Well, as things currently stand, I'm going back to Smith Water's slopes this weekend. I notice that once again ( !!! ) my arrival will coincide with inclement weather, so I expect to once again be freezing and trying to spot objects amidst a light snow covering.
Oh well, it was fun last time, it will be fun this time
I'm not going to do anything radical - just going to fill in more of the increasingly sparse gaps in search coverage in the cell area. I would have gone to check out the chute east of the odor location, but OtherHand weaved down it so I don't have to! My mileage may not be impressive since it will be fairly slow going, walking around rock outcroppings and peeking into nooks and crannies. This time the firm plan is to head there across the flats and spend more time up there. Tonight I'll probably put together my planned path, and I should be able to make a screen cap and post it here.
As far as Bill goes ... he doesn't even have to suffer a leg injury or a head injury. Simple dehydration can also take a toll on both mobility and mental clarity, especially in a 65-year old person. We don't know for sure how much water he had with him, but it likely was not enough for the route he took.
There is something that bothers me about the terrain between Quail Mountain and Smith Water: it is kind of ... undulating. Even with strong legs and two hiking poles, dipping in and out of washes is a tough ask. Once you've slid down into a wash, you've got to have a motivation to clamber back out on the other side.
Of course, you could also follow the ridges ...
If he planned to get water at Smith Water, and let's say he had a compass and didn't take magnetic declination into consideration, he would have trended towards Smith Water in a somewhat easterly direction. Doesn't that fit in beautifully with OtherHand's theory? It can explain why he may have ended up in the cell coverage area, without pinging a tower if his cell was on, instead of hitting Smith Water further west, more in line with the Quail Mountain peak. And once you're up above Smith Water, the drop down looks really uninviting. He may have chosen to await rescue rather than risk life and limb on the slopes until a day or two had passed, and he was weakened from dehydration.
It is because everything seems to fit so well that I'm headed back to braid through existing search tracks one more time. I think this will be my last visit to this particular area.
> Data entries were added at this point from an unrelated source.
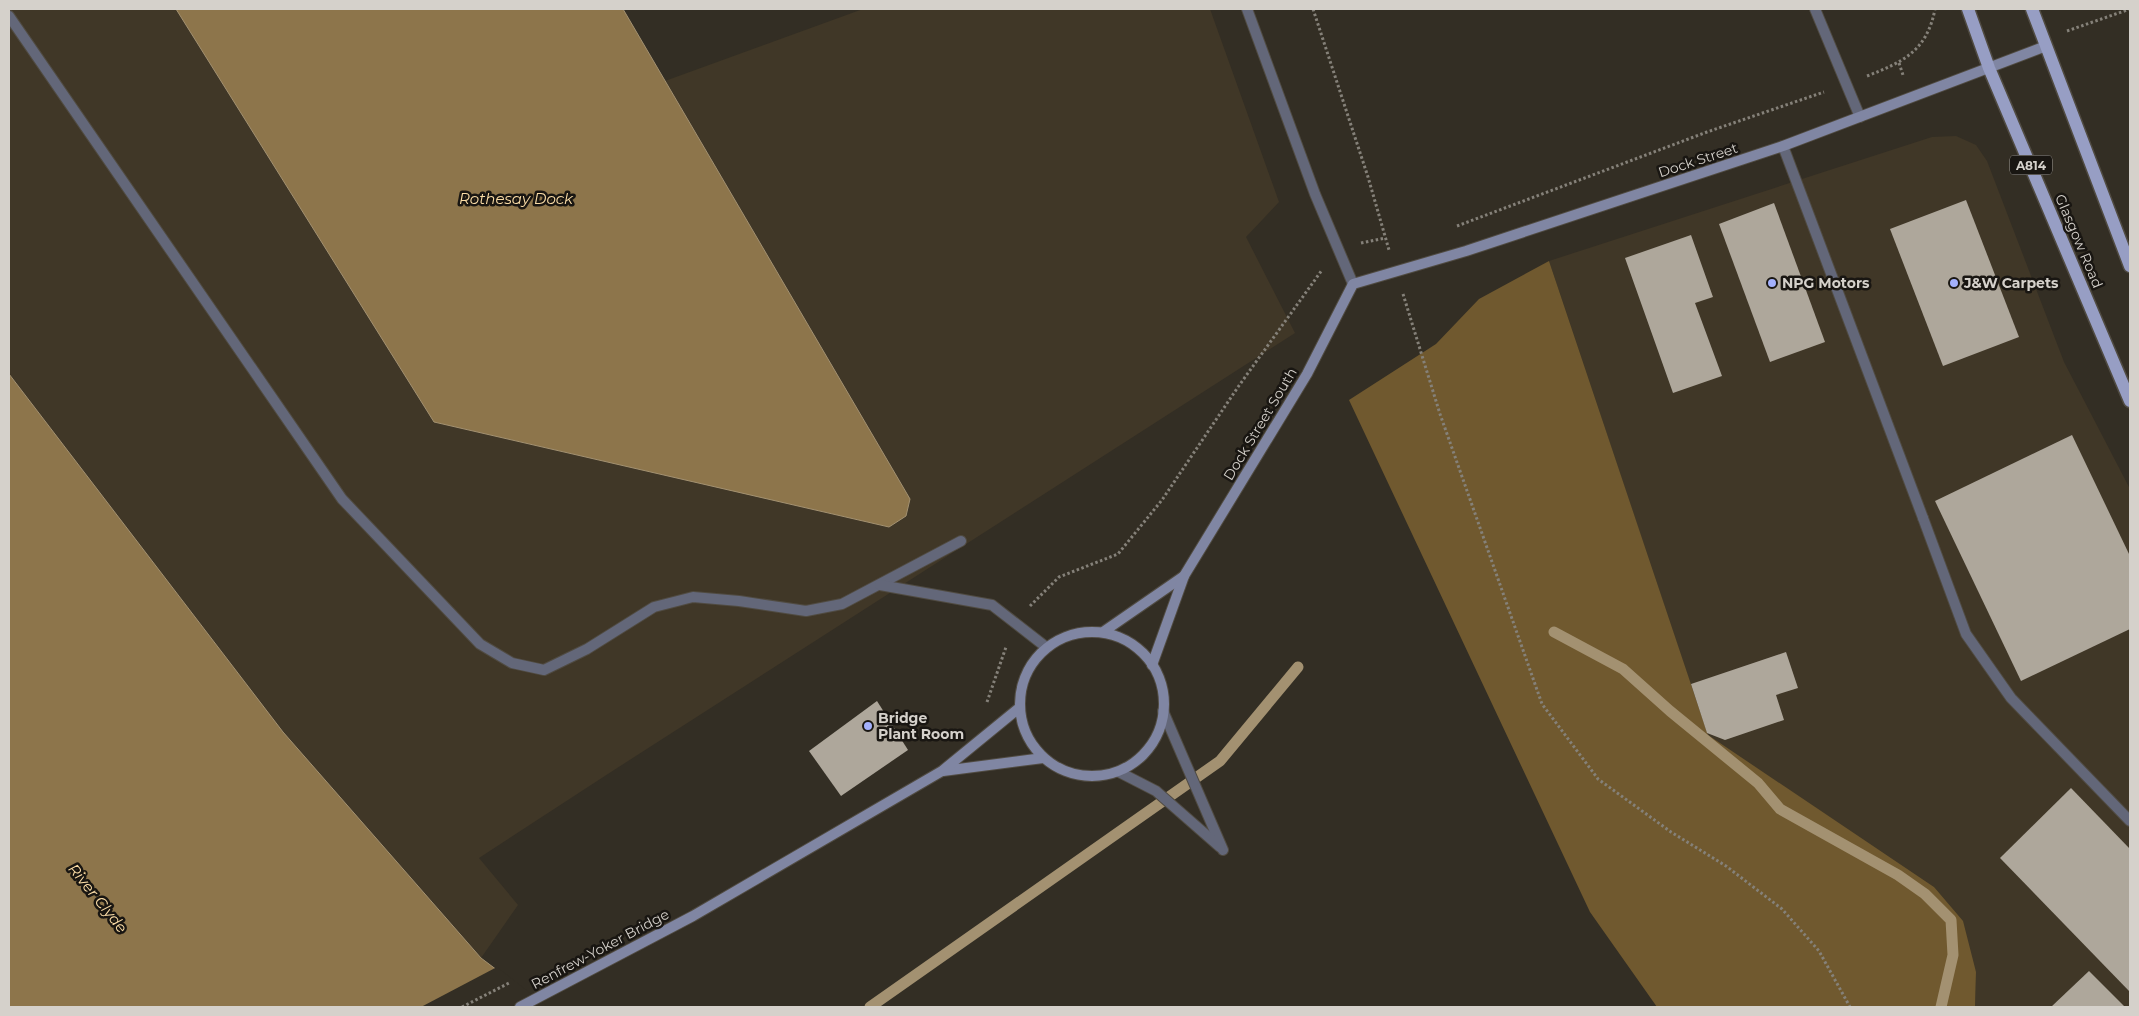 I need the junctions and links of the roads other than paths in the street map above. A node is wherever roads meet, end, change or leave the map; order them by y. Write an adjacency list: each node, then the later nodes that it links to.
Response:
1 (1247, 9): 11 (street)
2 (1815, 9): 8 (street)
3 (1968, 9): 7 (main road, Glasgow Road / A814)
4 (2032, 9): 6 (main road)
5 (9, 16): 15 (street)
6 (2046, 46): 7 (street, Dock Street); 10 (main road)
7 (1989, 68): 8 (street, Dock Street); 12 (main road, Glasgow Road / A814)
8 (1860, 117): 9 (street, Dock Street)
9 (1783, 146): 11 (street, Dock Street); 24 (street)
10 (2130, 266)
11 (1353, 284): 14 (street, Dock Street South)
12 (2130, 401)
13 (961, 541): 15 (street)
14 (1184, 576): 16 (street, Dock Street South); 18 (street, Dock Street South)
15 (880, 585): 17 (street)
16 (1103, 632): 17 (street); 18 (street)
17 (1046, 647): 19 (street)
18 (1152, 665): 20 (street)
19 (1019, 708): 21 (street); 22 (street)
20 (1164, 711): 23 (street); 23 (street)
21 (1042, 758): 22 (street); 23 (street)
22 (942, 771): 25 (street, Renfrew-Yoker Bridge)
23 (1119, 772)
24 (2130, 821)
25 (520, 1007) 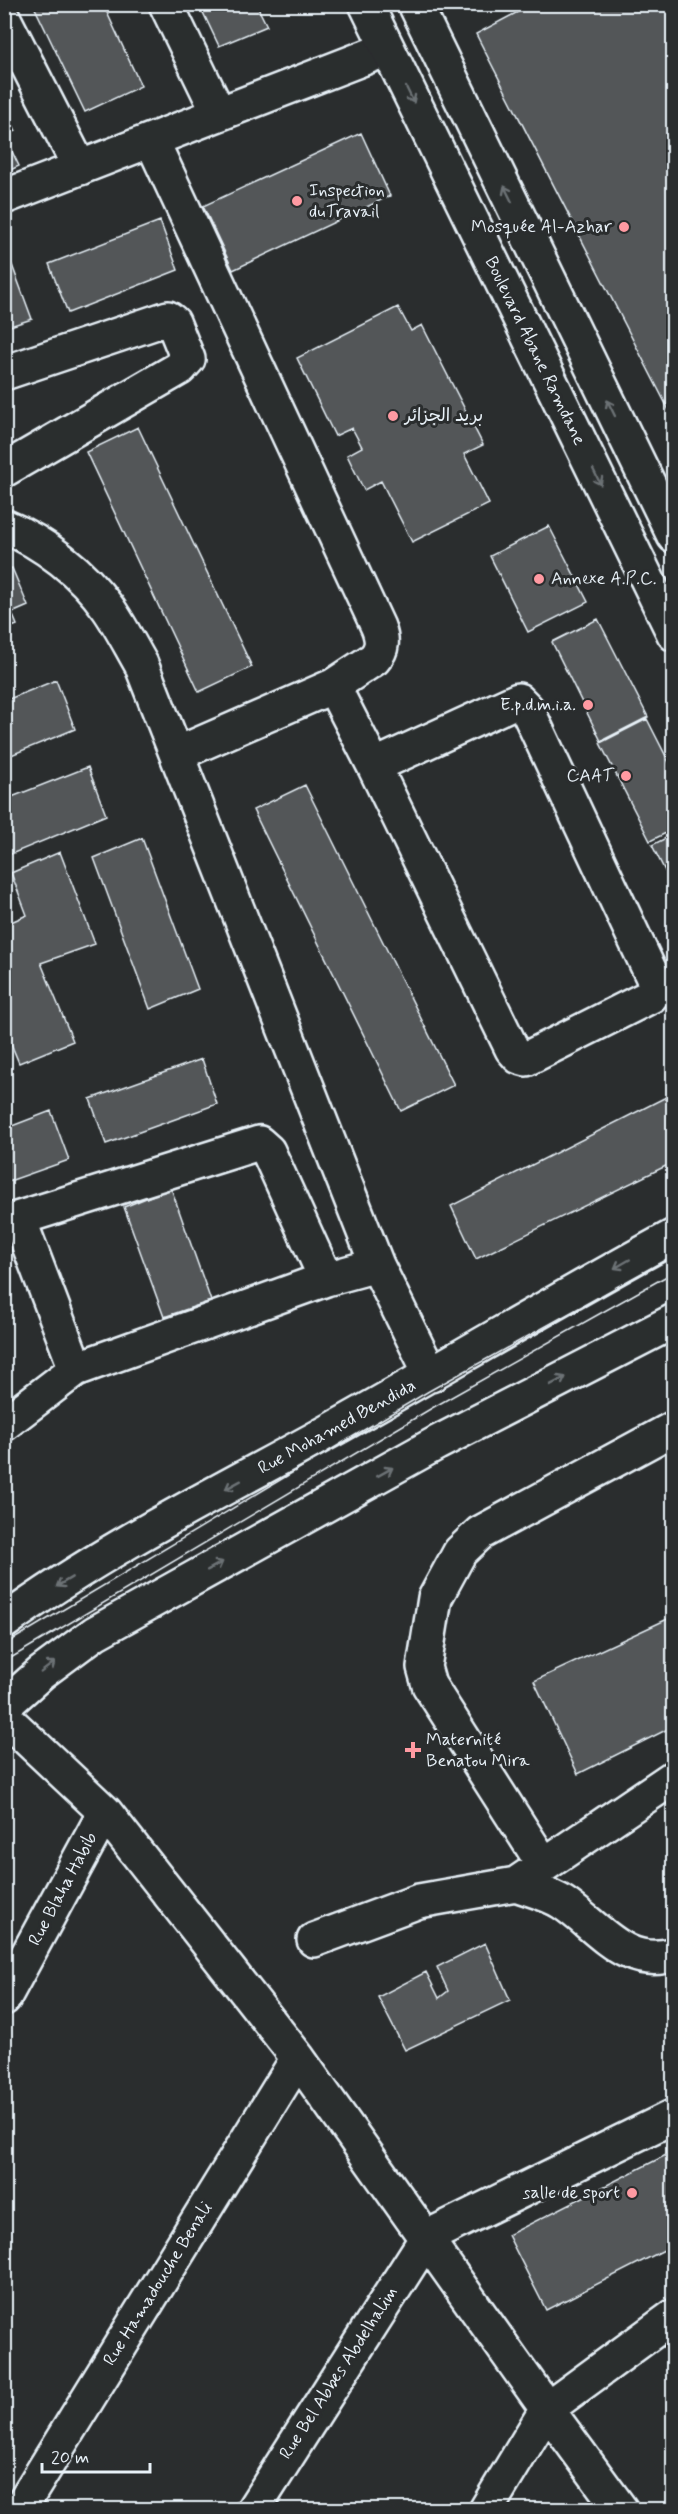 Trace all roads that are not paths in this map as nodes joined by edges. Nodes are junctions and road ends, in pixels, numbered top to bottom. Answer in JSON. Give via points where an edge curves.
{"nodes":[{"id":1,"x":166,"y":4,"type":"edge"},
{"id":2,"x":366,"y":4,"type":"edge"},
{"id":3,"x":415,"y":4,"type":"edge"},
{"id":4,"x":4,"y":20,"type":"edge"},
{"id":5,"x":387,"y":49,"type":"junction"},
{"id":6,"x":219,"y":114,"type":"junction"},
{"id":7,"x":152,"y":141,"type":"junction"},
{"id":8,"x":80,"y":168,"type":"junction"},
{"id":9,"x":4,"y":197,"type":"edge"},
{"id":10,"x":4,"y":373,"type":"edge"},
{"id":11,"x":4,"y":470,"type":"edge"},
{"id":12,"x":666,"y":502,"type":"edge"},
{"id":13,"x":4,"y":526,"type":"edge"},
{"id":14,"x":674,"y":536,"type":"edge"},
{"id":15,"x":674,"y":633,"type":"edge"},
{"id":16,"x":333,"y":686,"type":"junction"},
{"id":17,"x":177,"y":754,"type":"junction"},
{"id":18,"x":374,"y":766,"type":"junction"},
{"id":19,"x":12,"y":1221,"type":"edge"},
{"id":20,"x":674,"y":1236,"type":"edge"},
{"id":21,"x":377,"y":1265,"type":"junction"},
{"id":22,"x":326,"y":1279,"type":"junction"},
{"id":23,"x":674,"y":1321,"type":"edge"},
{"id":24,"x":76,"y":1369,"type":"junction"},
{"id":25,"x":431,"y":1375,"type":"junction"},
{"id":26,"x":4,"y":1424,"type":"edge"},
{"id":27,"x":674,"y":1428,"type":"edge"},
{"id":28,"x":4,"y":1622,"type":"edge"},
{"id":29,"x":4,"y":1706,"type":"edge"},
{"id":30,"x":4,"y":1717,"type":"edge"},
{"id":31,"x":674,"y":1777,"type":"edge"},
{"id":32,"x":105,"y":1812,"type":"junction"},
{"id":33,"x":544,"y":1865,"type":"junction"},
{"id":34,"x":516,"y":1884,"type":"junction"},
{"id":35,"x":314,"y":1940,"type":"dead end"},
{"id":36,"x":674,"y":1954,"type":"edge"},
{"id":37,"x":4,"y":1998,"type":"edge"},
{"id":38,"x":298,"y":2058,"type":"junction"},
{"id":39,"x":674,"y":2116,"type":"edge"},
{"id":40,"x":427,"y":2237,"type":"junction"},
{"id":41,"x":674,"y":2316,"type":"edge"},
{"id":42,"x":547,"y":2409,"type":"junction"},
{"id":43,"x":19,"y":2510,"type":"edge"},
{"id":44,"x":253,"y":2510,"type":"edge"},
{"id":45,"x":486,"y":2510,"type":"edge"},
{"id":46,"x":621,"y":2510,"type":"edge"}],
"edges":[{"from":1,"to":6,"type":"street"},
{"from":2,"to":5,"type":"street","name":"Boulevard Abane Ramdane"},
{"from":12,"to":3,"type":"street","one_way":true},
{"from":4,"to":8,"type":"street"},
{"from":5,"to":6,"type":"street"},
{"from":5,"to":15,"type":"street","name":"Boulevard Abane Ramdane","one_way":true},
{"from":6,"to":7,"type":"street"},
{"from":7,"to":8,"type":"street"},
{"from":7,"to":16,"type":"street","via":[[378,627],[382,643],[378,654]]},
{"from":8,"to":9,"type":"street"},
{"from":10,"to":11,"type":"street","via":[[168,318],[188,359],[180,368]]},
{"from":12,"to":14,"type":"street"},
{"from":13,"to":17,"type":"street","via":[[70,564],[108,608],[141,664]]},
{"from":16,"to":17,"type":"street"},
{"from":16,"to":18,"type":"street"},
{"from":17,"to":21,"type":"street"},
{"from":18,"to":18,"type":"street","via":[[519,1057],[531,1058],[654,993],[654,982],[520,701],[512,701]]},
{"from":19,"to":22,"type":"street","via":[[259,1143],[268,1151]]},
{"from":19,"to":24,"type":"street"},
{"from":20,"to":25,"type":"street","name":"Rue Mohamed Bendida","one_way":true},
{"from":21,"to":22,"type":"street"},
{"from":21,"to":25,"type":"street"},
{"from":22,"to":24,"type":"street"},
{"from":29,"to":23,"type":"street","one_way":true,"via":[[95,1633],[437,1443]]},
{"from":24,"to":26,"type":"street"},
{"from":25,"to":28,"type":"street","name":"Rue Mohamed Bendida","one_way":true,"via":[[126,1544]]},
{"from":27,"to":33,"type":"street","via":[[480,1533],[460,1552],[435,1598],[424,1667],[429,1685]]},
{"from":30,"to":32,"type":"street"},
{"from":31,"to":33,"type":"street"},
{"from":32,"to":37,"type":"street","name":"Rue Blaha Habib"},
{"from":32,"to":38,"type":"street"},
{"from":33,"to":34,"type":"street"},
{"from":34,"to":35,"type":"street","via":[[419,1901]]},
{"from":34,"to":36,"type":"street","via":[[561,1901],[626,1953],[646,1959]]},
{"from":38,"to":40,"type":"street"},
{"from":38,"to":43,"type":"street","name":"Rue Hamadouche Benali"},
{"from":39,"to":40,"type":"street"},
{"from":40,"to":42,"type":"street"},
{"from":40,"to":44,"type":"street","name":"Rue Bel Abbes Abdelhalim"},
{"from":41,"to":42,"type":"street"},
{"from":42,"to":45,"type":"street"},
{"from":42,"to":46,"type":"street"}]}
I have another theory of sorts, based on the fact that, despite living in a desert region myself and being quite used to heat by mid-summer, I get very lazy for steep climbs when it is hot out: That Bill may have decided to approach Smith Water via Covington Flats instead. There is a low ( relative to the rest of the geography ) hill northwest of an unnamed spring in that area. Search teams have searched the spring and the wash it is in, but no-one's been up on that hill. I'm also aiming for that hill this weekend, separate from the Smith Water trip. The said-to-be less accurate of OtherHand's coverage maps suggest a faint lick of coverage on that hill. That's good enough for me

So, along with the better established search area, this is my long shot. I think it is much more likely that Bill would have pinged Palm Springs from that location, but I'll examine the northeast face of the hill, where Bill may have been shielded from Palm Springs towers. My theory is that he decided with the water he had and the temperature and time of his arrival that Quail Mountain didn't sound good, and he headed west on Juniper Flats road and up into Covington Flats, maybe with an eye on this spring or on the mining prospect nearby. The spring looks dry on Google satellite view ( and Smith Water's slopes look reasonable on Google satellite view! ) so he may have found himself out of water and out of luck. Why would he be up on the hill? I'll assume he knew Palm Springs can be visible from this area, since he drove down Keys View road for a look before stopping at Juniper Flats, explaining both his later than expected arrival at the trailhead and his knowledge that Palm Springs can be seen from the right elevation inside Joshua Tree, and thought that heading up the hill would allow him to place a call. Why didn't he go to the southwest side of the hill for a better line of sight? Well, I don't know.

If Bill did things that looks logical to us armchair theorists, we would have found him by now! It is easy to spin a theory and assumptions. When you take them to the field, they crumble just as easily!